_TO DO_
An exact transcription of all the data is required, with every image removed.

_INPUT FOR THIS TASK_

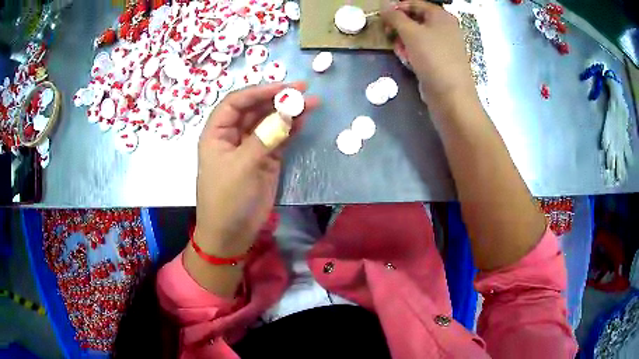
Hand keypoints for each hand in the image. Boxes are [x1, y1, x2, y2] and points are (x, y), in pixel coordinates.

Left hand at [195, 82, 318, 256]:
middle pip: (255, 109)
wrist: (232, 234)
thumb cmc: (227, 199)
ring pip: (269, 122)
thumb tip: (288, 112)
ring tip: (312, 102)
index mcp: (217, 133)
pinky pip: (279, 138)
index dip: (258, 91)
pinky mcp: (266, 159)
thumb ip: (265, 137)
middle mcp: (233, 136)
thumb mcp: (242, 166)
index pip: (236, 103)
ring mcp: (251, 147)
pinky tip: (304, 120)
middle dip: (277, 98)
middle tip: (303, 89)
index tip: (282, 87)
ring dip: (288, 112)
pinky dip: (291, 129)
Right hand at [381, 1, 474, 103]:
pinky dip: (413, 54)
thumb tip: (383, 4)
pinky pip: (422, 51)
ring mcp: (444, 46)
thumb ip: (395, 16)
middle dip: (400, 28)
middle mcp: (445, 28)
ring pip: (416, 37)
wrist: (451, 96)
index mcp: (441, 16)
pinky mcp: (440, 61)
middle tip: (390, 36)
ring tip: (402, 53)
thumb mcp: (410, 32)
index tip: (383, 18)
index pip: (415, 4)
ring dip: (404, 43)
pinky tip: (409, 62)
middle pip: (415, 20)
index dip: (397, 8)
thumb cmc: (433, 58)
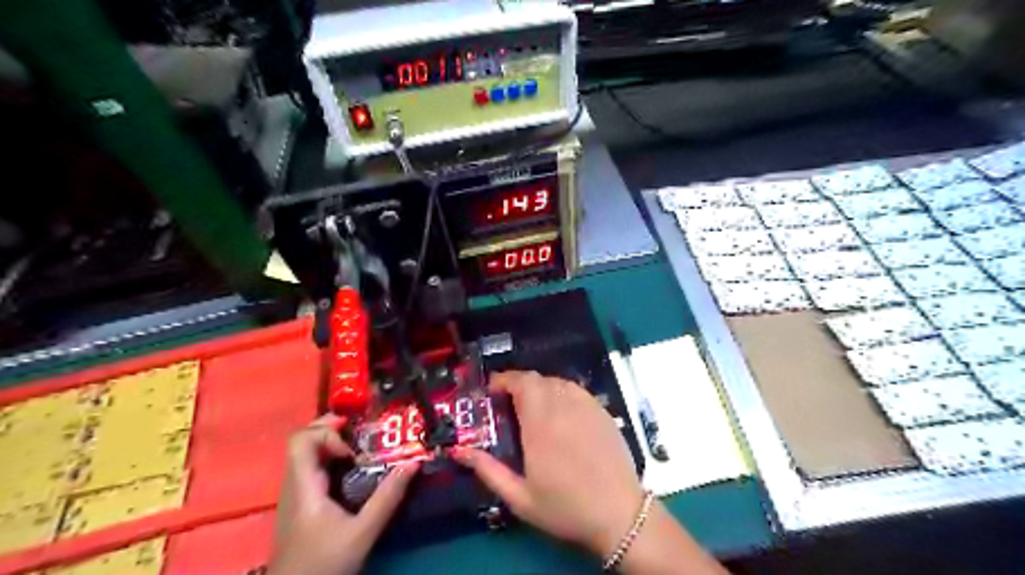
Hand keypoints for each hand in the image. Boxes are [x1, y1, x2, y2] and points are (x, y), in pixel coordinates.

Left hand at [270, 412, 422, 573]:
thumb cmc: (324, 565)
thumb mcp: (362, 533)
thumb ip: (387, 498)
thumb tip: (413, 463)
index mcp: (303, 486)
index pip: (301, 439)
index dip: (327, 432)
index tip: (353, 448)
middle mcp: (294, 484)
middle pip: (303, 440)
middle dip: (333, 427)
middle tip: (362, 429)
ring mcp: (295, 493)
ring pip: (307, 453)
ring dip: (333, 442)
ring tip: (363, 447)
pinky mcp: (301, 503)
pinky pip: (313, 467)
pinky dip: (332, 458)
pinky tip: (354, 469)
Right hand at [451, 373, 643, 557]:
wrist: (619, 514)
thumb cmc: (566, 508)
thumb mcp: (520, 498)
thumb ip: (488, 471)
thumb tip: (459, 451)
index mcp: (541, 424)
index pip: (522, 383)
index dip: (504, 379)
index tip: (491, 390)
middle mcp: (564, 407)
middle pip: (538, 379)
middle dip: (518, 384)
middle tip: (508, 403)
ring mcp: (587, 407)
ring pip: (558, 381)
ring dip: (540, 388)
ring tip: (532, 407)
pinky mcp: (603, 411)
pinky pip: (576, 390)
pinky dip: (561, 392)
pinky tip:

_FINISHED TASK_
Hand keypoints for each hand in the image. Boxes are [x1, y1, x2, y2] and points are (x, y), in pixel coordinates.

Left hand at [195, 82, 318, 256]:
middle pip: (255, 109)
wrist: (232, 234)
thumb cmc: (227, 199)
ring pip: (269, 122)
thumb tip: (288, 112)
ring tip: (312, 102)
index mcp: (217, 133)
pinky pip: (279, 138)
index dip: (258, 91)
pinky mcp: (266, 159)
thumb ip: (265, 137)
middle mcp: (233, 136)
thumb mcp: (242, 166)
index pip: (236, 103)
ring mcp: (251, 147)
pinky tip: (304, 120)
middle dip: (277, 98)
middle tip: (303, 89)
index tip: (282, 87)
ring dip: (288, 112)
pinky dip: (291, 129)
Right hand at [381, 1, 474, 103]:
pinky dip: (413, 54)
thumb tip: (383, 4)
pinky pip: (422, 51)
ring mcp: (444, 46)
thumb ip: (395, 16)
middle dip: (400, 28)
middle mcp: (445, 28)
ring pip: (416, 37)
wrist: (451, 96)
index mcp: (441, 16)
pinky mcp: (440, 61)
middle tip: (390, 36)
ring tip: (402, 53)
thumb mcp: (410, 32)
index tip: (383, 18)
index pip: (415, 4)
ring dip: (404, 43)
pinky tip: (409, 62)
middle pip: (415, 20)
index dip: (397, 8)
thumb cmc: (433, 58)
Hand keypoints for each hand in the image. Boxes are [x1, y1, x2, y2] and points are (x, y), in pixel coordinates.

Left hand at [270, 412, 422, 573]:
thumb cmc: (324, 565)
thumb mcp: (362, 533)
thumb ip: (387, 498)
thumb tip: (413, 463)
index mcp: (303, 486)
index pip: (301, 439)
index dip: (327, 432)
index tip: (353, 448)
middle mcp: (294, 484)
middle pip: (303, 440)
middle dip: (333, 427)
middle tip: (362, 429)
ring mcp: (295, 493)
ring pip: (307, 453)
ring dip: (333, 442)
ring tip: (363, 447)
pinky mcp: (301, 503)
pinky pip: (313, 467)
pinky dip: (332, 458)
pinky tip: (354, 469)
Right hand at [451, 373, 643, 557]:
wrist: (619, 514)
thumb cmc: (566, 508)
thumb mcp: (520, 498)
thumb ip: (488, 471)
thumb tip: (459, 451)
index mcp: (541, 424)
index pip: (522, 383)
index dip: (504, 379)
index tip: (491, 390)
middle mcp: (564, 407)
middle pip: (538, 379)
middle dip: (518, 384)
middle tip: (508, 403)
ring mcp: (587, 407)
ring pip: (558, 381)
ring dip: (540, 388)
ring tip: (532, 407)
pinky mcp: (603, 411)
pinky pip: (576, 390)
pinky dip: (561, 392)
pinky tip:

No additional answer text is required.